German industrial order will be announced at 7am (UK time) and on a month-on-month basis the reading is expected to be 0.5%. French industrial production will be released at 7.45am (UK time) and economists are expecting 0.1% growth on a monthly basis, and that compares with the 0.8% growth registered in December. Italian Industrial output will be released at 9am (UK time) and the consensus estimate is 0.1% on a monthly basis, which would be an improvement from -0.8% in December.

US non-farm payrolls will be released at 1.30pm (UK time), and the consensus estimate is 180,000, and keep it mind the January report was 304,000. The unemployment rate is expected to edge lower to 3.9% from 4%. Average earnings on a yearly basis are expected to improve to 3.3% from 3.2%, and on a monthly basis, the reading is tipped to be 0.3%, up from 0.1%. The earnings component of the update is carefully watched as US worker who earn more, are more likely to spend more. The jobs data has been erratic recently on account of the US government shutdown. It is worth noting, the latest ADP employment report showed that the January reading was revised higher to 300,000 from 213,000.

There will also be some hosing data released from the US at 1.30pm (UK time). Housing starts and building permits are expected to be 1.19 million and 1.28 million respectively.

Canada will release its jobs data at 1.30pm (UK time) too. The unemployment rate is expected to hold steady at 5.8%, and the employment change is tipped to be flat.

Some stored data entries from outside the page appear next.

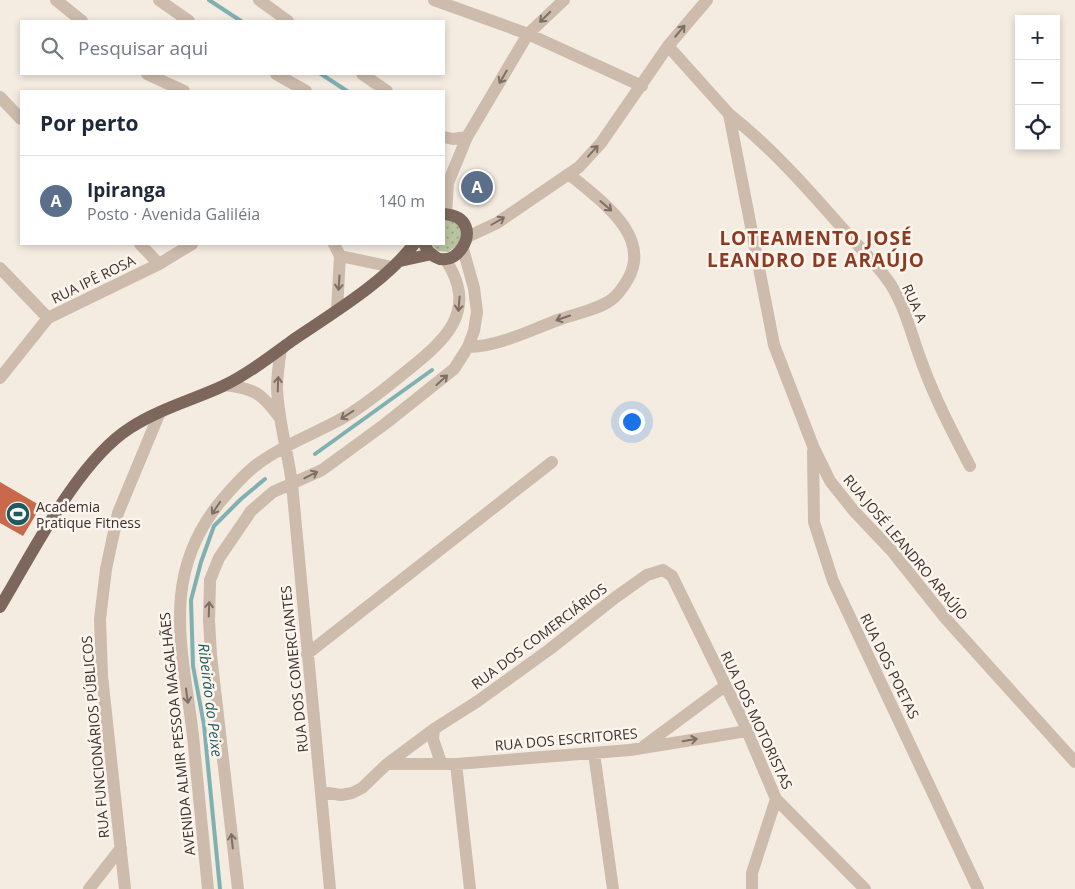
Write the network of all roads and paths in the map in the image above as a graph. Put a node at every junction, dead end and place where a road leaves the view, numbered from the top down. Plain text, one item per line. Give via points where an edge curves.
1 (56, 0) edge
2 (159, 0) edge
3 (259, 0) edge
4 (434, 0) edge
5 (564, 0) edge
6 (707, 0) edge
7 (81, 20) edge
8 (188, 20) edge
9 (287, 20) edge
10 (528, 34) junction
11 (668, 46) junction
12 (149, 75) edge
13 (278, 75) edge
14 (363, 75) edge
15 (642, 86) junction
16 (182, 90) edge
17 (304, 90) edge
18 (386, 90) edge
19 (0, 97) edge
20 (729, 114) junction
21 (20, 118) edge
22 (445, 137) edge
23 (467, 138) junction
24 (569, 174) junction
25 (445, 214) edge
26 (467, 237) junction
27 (141, 245) edge
28 (190, 245) edge
29 (334, 245) edge
30 (413, 245) edge
31 (425, 245) edge
32 (463, 249) junction
33 (432, 254) junction
34 (340, 256) junction
35 (445, 259) junction
36 (159, 264) junction
37 (396, 264) junction
38 (0, 268) edge
39 (337, 310) junction
40 (48, 318) junction
41 (468, 347) junction
42 (281, 349) junction
43 (0, 378) edge
44 (225, 385) junction
45 (160, 412) junction
46 (280, 418) junction
47 (813, 446) junction
48 (287, 447) junction
49 (552, 462) dead end
50 (970, 466) dead end
51 (292, 484) junction
52 (663, 570) joint
53 (0, 608) edge
54 (307, 654) junction
55 (725, 686) junction
56 (434, 729) junction
57 (747, 731) junction
58 (642, 748) junction
59 (594, 753) junction
60 (1075, 762) edge
61 (441, 763) junction
62 (387, 764) junction
63 (456, 764) junction
64 (322, 792) junction
65 (776, 799) junction
66 (121, 848) junction
67 (89, 889) edge
68 (126, 889) edge
69 (208, 889) edge
70 (238, 889) edge
71 (330, 889) edge
72 (470, 889) edge
73 (613, 889) edge
74 (752, 889) edge
75 (864, 889) edge
76 (978, 889) edge

1 - 7 street
2 - 8 street
3 - 9 street
4 - 10 street
5 -> 10 street
11 -> 6 street
10 - 15 street
10 -> 23 street
11 - 15 street
11 - 20 street
12 - 16 street
13 - 17 street
14 - 18 street
24 -> 15 street via 601,143
19 - 21 street
20 - 47 street, RUA JOSÉ LEANDRO ARAÚJO via 774,345
20 - 50 street, RUA A via 757,136 795,174 892,286 933,389
22 - 23 street
23 - 25 street via 448,183
26 -> 24 street via 497,223
24 -> 41 street via 611,210 625,227 633,246 634,267 623,288 611,300 590,309 502,342
25 - 26 main road via 461,221
26 - 32 main road
27 - 36 street
28 - 36 street, RUA IPÊ ROSA
29 - 34 street
30 - 37 main road
31 - 33 main road
32 - 35 main road
32 - 41 street via 477,312
33 - 35 main road
33 - 37 main road
34 - 37 street
34 -> 39 street
35 -> 48 street, AVENIDA ALMIR PESSOA MAGALHÃES via 459,288 460,306 453,325 438,347 349,414
36 - 40 street, RUA IPÊ ROSA
37 - 39 main road
38 - 40 street
39 - 42 main road
40 - 43 street, RUA IPÊ ROSA
51 -> 41 street via 322,470 433,387 454,369
42 - 44 main road
46 -> 42 street, RUA DOS COMERCIANTES via 277,386
44 - 45 main road
44 - 46 street via 249,388 266,400
45 - 53 main road via 129,429 95,460 57,511
45 - 66 street, RUA FUNCIONÁRIOS PÚBLICOS via 118,513 100,618 102,676
46 - 48 street, RUA DOS COMERCIANTES
47 - 60 street, RUA JOSÉ LEANDRO ARAÚJO via 830,481 854,511
47 - 76 street, RUA DOS POETAS via 814,522 833,581
48 - 51 street, RUA DOS COMERCIANTES
48 -> 69 street, AVENIDA ALMIR PESSOA MAGALHÃES via 259,463 220,502 199,534 184,572 179,636
49 - 54 street
51 - 54 street, RUA DOS COMERCIANTES
70 -> 51 street via 211,655 210,580 219,558 251,512 274,492
52 - 55 street, RUA DOS MOTORISTAS via 672,576
52 - 56 street, RUA DOS COMERCIÁRIOS via 647,575 550,649
54 - 64 street, RUA DOS COMERCIANTES
55 - 57 street, RUA DOS MOTORISTAS
55 - 58 street
56 - 61 street via 433,739
56 - 62 street, RUA DOS COMERCIÁRIOS
58 -> 57 street, RUA DOS ESCRITORES
57 - 65 street, RUA DOS MOTORISTAS
58 - 59 street, RUA DOS ESCRITORES
59 - 63 street, RUA DOS ESCRITORES
59 - 73 street
61 - 62 street, RUA DOS ESCRITORES
61 - 63 street, RUA DOS ESCRITORES
62 - 64 street, RUA DOS COMERCIÁRIOS via 362,788 352,793 341,796
63 - 72 street
64 - 71 street, RUA DOS COMERCIANTES
65 - 74 street via 752,874
65 - 75 street, RUA DOS MOTORISTAS
66 - 67 street
66 - 68 street, RUA FUNCIONÁRIOS PÚBLICOS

EUR/USD – has been broadly pushing lower since early January, and if the negative move continues it might retest the 1.1110 area. Resistance might be found at 1.1400.

GBP/USD – has been driving higher since early December, and if it holds above the 200-day moving average at 1.3000, it might retest the 1.3472 area. The 1.2775 area region might act as support.

EUR/GBP – while its holds below the 200-day moving average at 0.8854, its outlook is likely to be negative. 0.8500 might act as support. A rally might encounter resistance at 0.8700.

USD/JPY – has been on the rise since early January, and if the bullish move continues it might target the 113.70 area. A break below 109.55, might bring 108.50 into play.